(INPUT FOR THIS TASK begins)
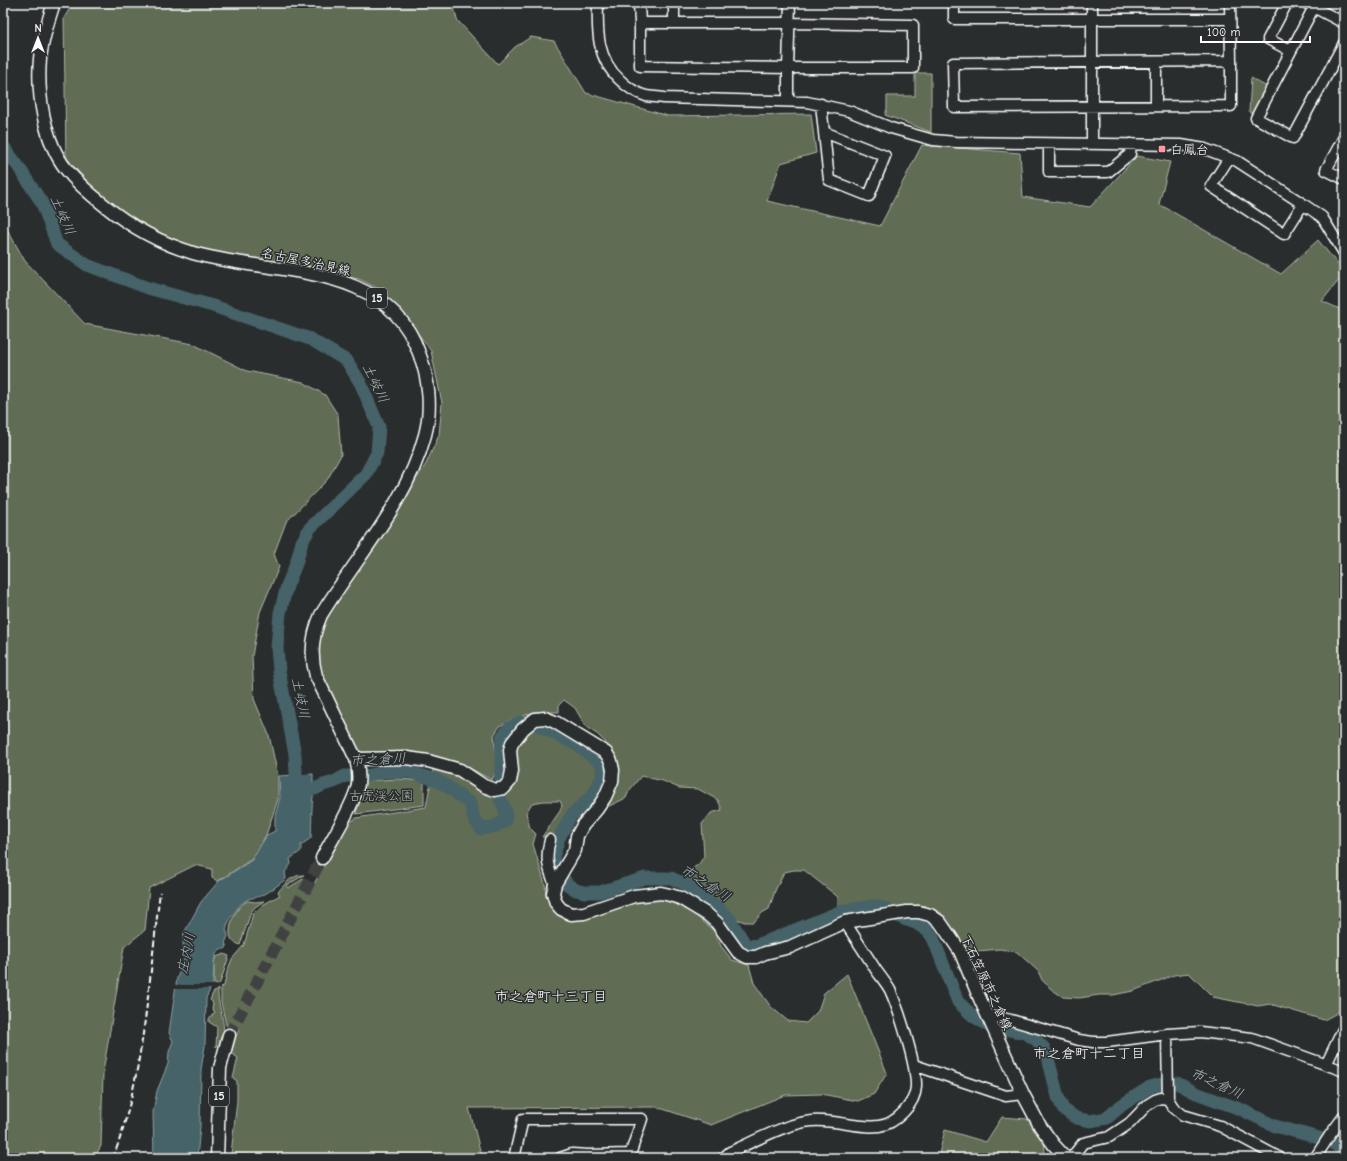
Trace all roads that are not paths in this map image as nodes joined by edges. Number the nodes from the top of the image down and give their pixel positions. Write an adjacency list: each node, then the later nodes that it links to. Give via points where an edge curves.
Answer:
1 (54, 3): 36 (main road, 名古屋多治見線 / 15, via 40,59 41,103 47,131 58,157 89,193 131,225 176,247 214,258 311,274 357,287 392,310 405,325 418,348 425,372 428,405 422,445 401,492 324,611 313,641 316,676)
2 (598, 3): 23 (street, via 598,32 602,55 612,73 627,86 645,95 664,98)
3 (639, 3): 13 (street)
4 (674, 3): 14 (street)
5 (790, 3): 15 (street)
6 (954, 3): 11 (street, via 954,19)
7 (1092, 3): 11 (street)
8 (1230, 3): 12 (street)
9 (1287, 3): 18 (street, via 1268,39)
10 (1312, 4): 16 (street); 18 (street)
11 (1092, 19): 12 (street); 20 (street)
12 (1230, 19): 19 (street)
13 (640, 23): 14 (street); 22 (street, via 640,66)
14 (674, 23): 15 (street)
15 (791, 23): 22 (street); 22 (street, via 913,25 913,68)
16 (1344, 23)
17 (1344, 43): 18 (street, via 1294,138 1256,118)
18 (1290, 51)
19 (1231, 61): 21 (street); 25 (street, via 1231,106)
20 (1092, 62): 21 (street); 26 (street); 26 (street, via 953,63 954,107)
21 (1156, 62): 25 (street)
22 (788, 68): 23 (street)
23 (788, 101): 24 (street)
24 (821, 104): 27 (street); 30 (street, via 933,140)
25 (1156, 105): 26 (street)
26 (1092, 106): 29 (street)
27 (824, 132): 27 (street, via 885,156 869,196 829,180)
28 (1344, 137): 33 (street, via 1326,170)
29 (1092, 143): 30 (street); 31 (street)
30 (1049, 144): 31 (street, via 1049,172 1100,172 1108,172 1130,154)
31 (1131, 144): 32 (street, via 1181,145 1205,149)
32 (1229, 158): 34 (street); 34 (street, via 1211,186 1284,234)
33 (1344, 179)
34 (1303, 204): 35 (street, via 1322,217)
35 (1344, 253)
36 (357, 763): 38 (main road, 名古屋多治見線 / 15, via 358,784 353,800); 39 (main road, via 407,758 428,761 460,770 495,790 504,788 510,781 512,743 535,719 545,718 582,737 606,752 612,765 612,781 605,797 583,825 577,836 575,850)
37 (550, 840): 39 (street, via 547,864)
38 (322, 858)
39 (555, 884): 40 (main road, 下石笠原市之倉線, via 553,893 556,903 561,910 571,914 584,913 634,896 661,893 680,898 708,915 738,952 747,957 756,957 790,947)
40 (845, 922): 41 (main road, 下石笠原市之倉線, via 907,912 930,915 940,922 960,951); 46 (street, via 889,989)
41 (988, 1016): 43 (street, via 1093,1042); 48 (main road, 下石笠原市之倉線)
42 (1344, 1027): 45 (street)
43 (1167, 1034): 45 (street, via 1200,1032 1252,1038); 49 (street)
44 (229, 1035): 53 (main road, 15, via 220,1075)
45 (1326, 1064): 47 (street)
46 (914, 1065): 48 (street, via 1006,1096); 56 (street, via 916,1087 911,1102 894,1121 879,1126 832,1121 796,1124 730,1152)
47 (1344, 1071)
48 (1023, 1094): 57 (main road, 下石笠原市之倉線, via 1040,1126)
49 (1168, 1097): 58 (street, via 1154,1100 1130,1123 1109,1137 1083,1143); 59 (street, via 1173,1107 1183,1114 1220,1126)
50 (1344, 1116): 60 (street)
51 (629, 1156): 52 (street); 54 (street, via 642,1119 523,1119)
52 (588, 1157): 55 (street, via 572,1154)
53 (217, 1158)
54 (514, 1158)
55 (560, 1158)
56 (723, 1158)
57 (1066, 1158)
58 (1071, 1158)
59 (1280, 1158)
60 (1315, 1158)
(INPUT FOR THIS TASK ends)
## EXERCISE
Every line of the material must be returned exactly; leave the images out.

## EXERCISE SOLUTION
Trace all roads that are not paths in this map image as nodes joined by edges. Number the nodes from the top of the image down and give their pixel positions. Write an adjacency list: each node, then the later nodes that it links to. Give via points where an edge curves.
Answer:
1 (54, 3): 36 (main road, 名古屋多治見線 / 15, via 40,59 41,103 47,131 58,157 89,193 131,225 176,247 214,258 311,274 357,287 392,310 405,325 418,348 425,372 428,405 422,445 401,492 324,611 313,641 316,676)
2 (598, 3): 23 (street, via 598,32 602,55 612,73 627,86 645,95 664,98)
3 (639, 3): 13 (street)
4 (674, 3): 14 (street)
5 (790, 3): 15 (street)
6 (954, 3): 11 (street, via 954,19)
7 (1092, 3): 11 (street)
8 (1230, 3): 12 (street)
9 (1287, 3): 18 (street, via 1268,39)
10 (1312, 4): 16 (street); 18 (street)
11 (1092, 19): 12 (street); 20 (street)
12 (1230, 19): 19 (street)
13 (640, 23): 14 (street); 22 (street, via 640,66)
14 (674, 23): 15 (street)
15 (791, 23): 22 (street); 22 (street, via 913,25 913,68)
16 (1344, 23)
17 (1344, 43): 18 (street, via 1294,138 1256,118)
18 (1290, 51)
19 (1231, 61): 21 (street); 25 (street, via 1231,106)
20 (1092, 62): 21 (street); 26 (street); 26 (street, via 953,63 954,107)
21 (1156, 62): 25 (street)
22 (788, 68): 23 (street)
23 (788, 101): 24 (street)
24 (821, 104): 27 (street); 30 (street, via 933,140)
25 (1156, 105): 26 (street)
26 (1092, 106): 29 (street)
27 (824, 132): 27 (street, via 885,156 869,196 829,180)
28 (1344, 137): 33 (street, via 1326,170)
29 (1092, 143): 30 (street); 31 (street)
30 (1049, 144): 31 (street, via 1049,172 1100,172 1108,172 1130,154)
31 (1131, 144): 32 (street, via 1181,145 1205,149)
32 (1229, 158): 34 (street); 34 (street, via 1211,186 1284,234)
33 (1344, 179)
34 (1303, 204): 35 (street, via 1322,217)
35 (1344, 253)
36 (357, 763): 38 (main road, 名古屋多治見線 / 15, via 358,784 353,800); 39 (main road, via 407,758 428,761 460,770 495,790 504,788 510,781 512,743 535,719 545,718 582,737 606,752 612,765 612,781 605,797 583,825 577,836 575,850)
37 (550, 840): 39 (street, via 547,864)
38 (322, 858)
39 (555, 884): 40 (main road, 下石笠原市之倉線, via 553,893 556,903 561,910 571,914 584,913 634,896 661,893 680,898 708,915 738,952 747,957 756,957 790,947)
40 (845, 922): 41 (main road, 下石笠原市之倉線, via 907,912 930,915 940,922 960,951); 46 (street, via 889,989)
41 (988, 1016): 43 (street, via 1093,1042); 48 (main road, 下石笠原市之倉線)
42 (1344, 1027): 45 (street)
43 (1167, 1034): 45 (street, via 1200,1032 1252,1038); 49 (street)
44 (229, 1035): 53 (main road, 15, via 220,1075)
45 (1326, 1064): 47 (street)
46 (914, 1065): 48 (street, via 1006,1096); 56 (street, via 916,1087 911,1102 894,1121 879,1126 832,1121 796,1124 730,1152)
47 (1344, 1071)
48 (1023, 1094): 57 (main road, 下石笠原市之倉線, via 1040,1126)
49 (1168, 1097): 58 (street, via 1154,1100 1130,1123 1109,1137 1083,1143); 59 (street, via 1173,1107 1183,1114 1220,1126)
50 (1344, 1116): 60 (street)
51 (629, 1156): 52 (street); 54 (street, via 642,1119 523,1119)
52 (588, 1157): 55 (street, via 572,1154)
53 (217, 1158)
54 (514, 1158)
55 (560, 1158)
56 (723, 1158)
57 (1066, 1158)
58 (1071, 1158)
59 (1280, 1158)
60 (1315, 1158)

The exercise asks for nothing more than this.